→ **Assignment**: Across the data below, how many lines have the word "name" in them? Respond with the number alone.

/---

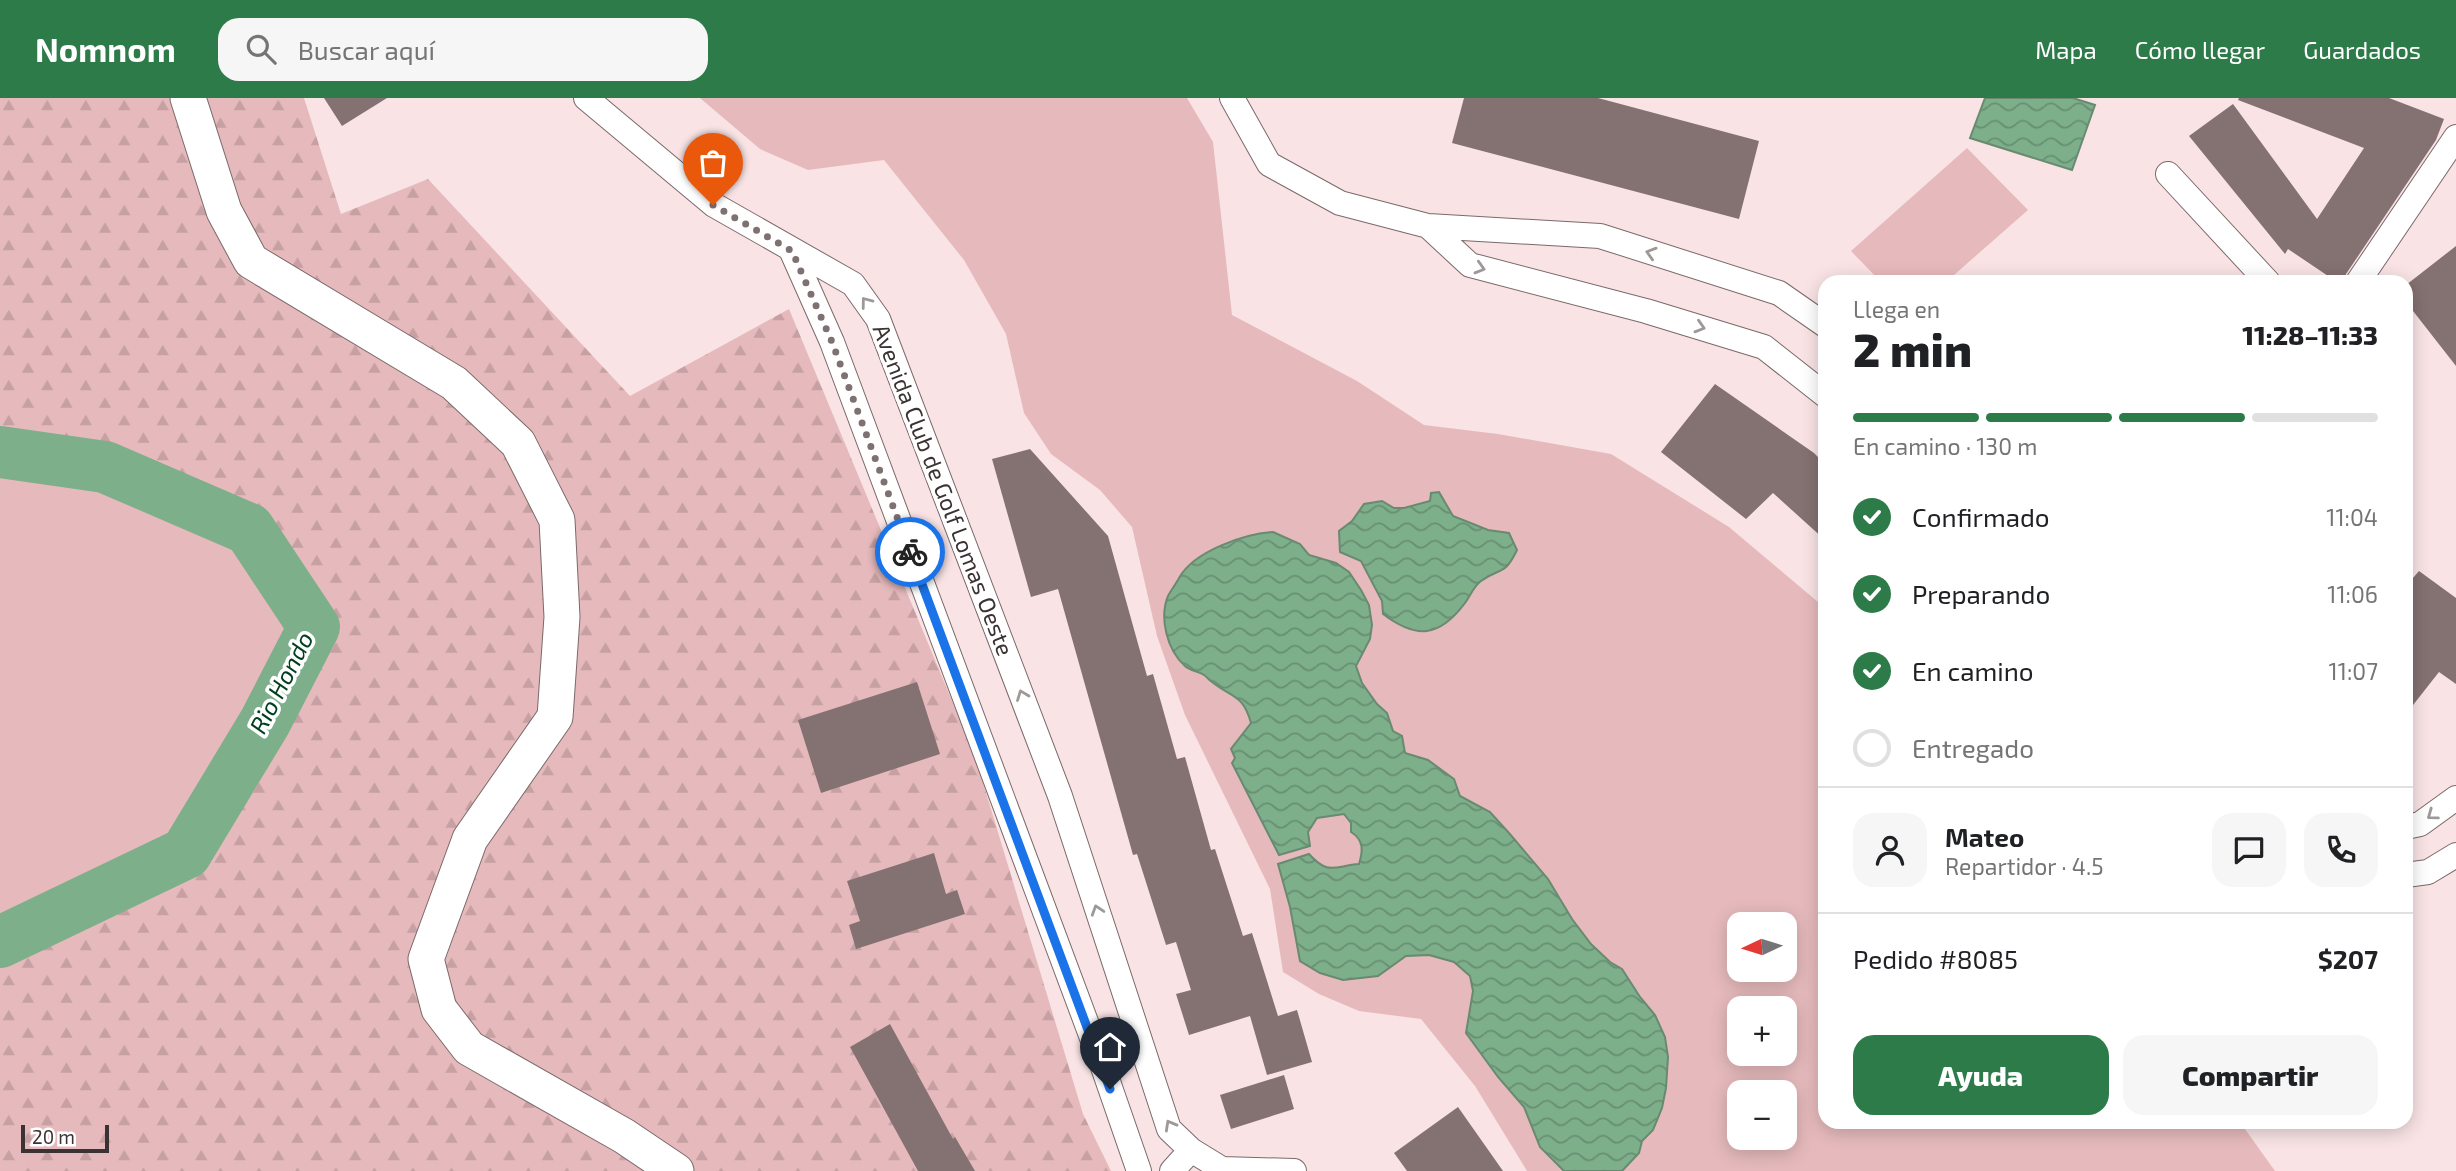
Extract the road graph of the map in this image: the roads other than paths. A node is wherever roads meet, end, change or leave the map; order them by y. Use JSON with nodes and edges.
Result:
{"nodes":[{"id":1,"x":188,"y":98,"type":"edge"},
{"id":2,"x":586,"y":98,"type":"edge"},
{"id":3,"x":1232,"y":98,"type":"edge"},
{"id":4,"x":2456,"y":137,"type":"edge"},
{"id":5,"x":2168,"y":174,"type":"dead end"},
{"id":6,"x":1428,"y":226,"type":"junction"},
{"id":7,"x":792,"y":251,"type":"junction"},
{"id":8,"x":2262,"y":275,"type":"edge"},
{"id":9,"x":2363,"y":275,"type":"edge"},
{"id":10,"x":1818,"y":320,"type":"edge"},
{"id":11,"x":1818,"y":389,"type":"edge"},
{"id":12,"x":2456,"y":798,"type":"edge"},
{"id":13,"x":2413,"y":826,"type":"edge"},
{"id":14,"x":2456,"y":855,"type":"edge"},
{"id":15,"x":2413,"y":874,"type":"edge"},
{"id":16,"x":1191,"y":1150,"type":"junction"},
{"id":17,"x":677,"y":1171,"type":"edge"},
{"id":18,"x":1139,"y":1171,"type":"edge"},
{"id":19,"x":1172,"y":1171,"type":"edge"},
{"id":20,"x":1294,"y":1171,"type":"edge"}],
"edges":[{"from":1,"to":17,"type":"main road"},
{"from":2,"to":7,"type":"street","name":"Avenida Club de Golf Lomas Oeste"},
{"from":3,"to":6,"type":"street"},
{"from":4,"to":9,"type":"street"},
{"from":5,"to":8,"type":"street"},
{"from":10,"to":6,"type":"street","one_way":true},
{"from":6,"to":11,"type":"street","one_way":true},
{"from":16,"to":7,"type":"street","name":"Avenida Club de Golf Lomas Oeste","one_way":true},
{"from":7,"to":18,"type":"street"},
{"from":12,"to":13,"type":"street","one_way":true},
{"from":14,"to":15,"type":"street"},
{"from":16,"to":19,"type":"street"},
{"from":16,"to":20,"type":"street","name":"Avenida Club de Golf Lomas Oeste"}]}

\---

→ **The completed task**: 3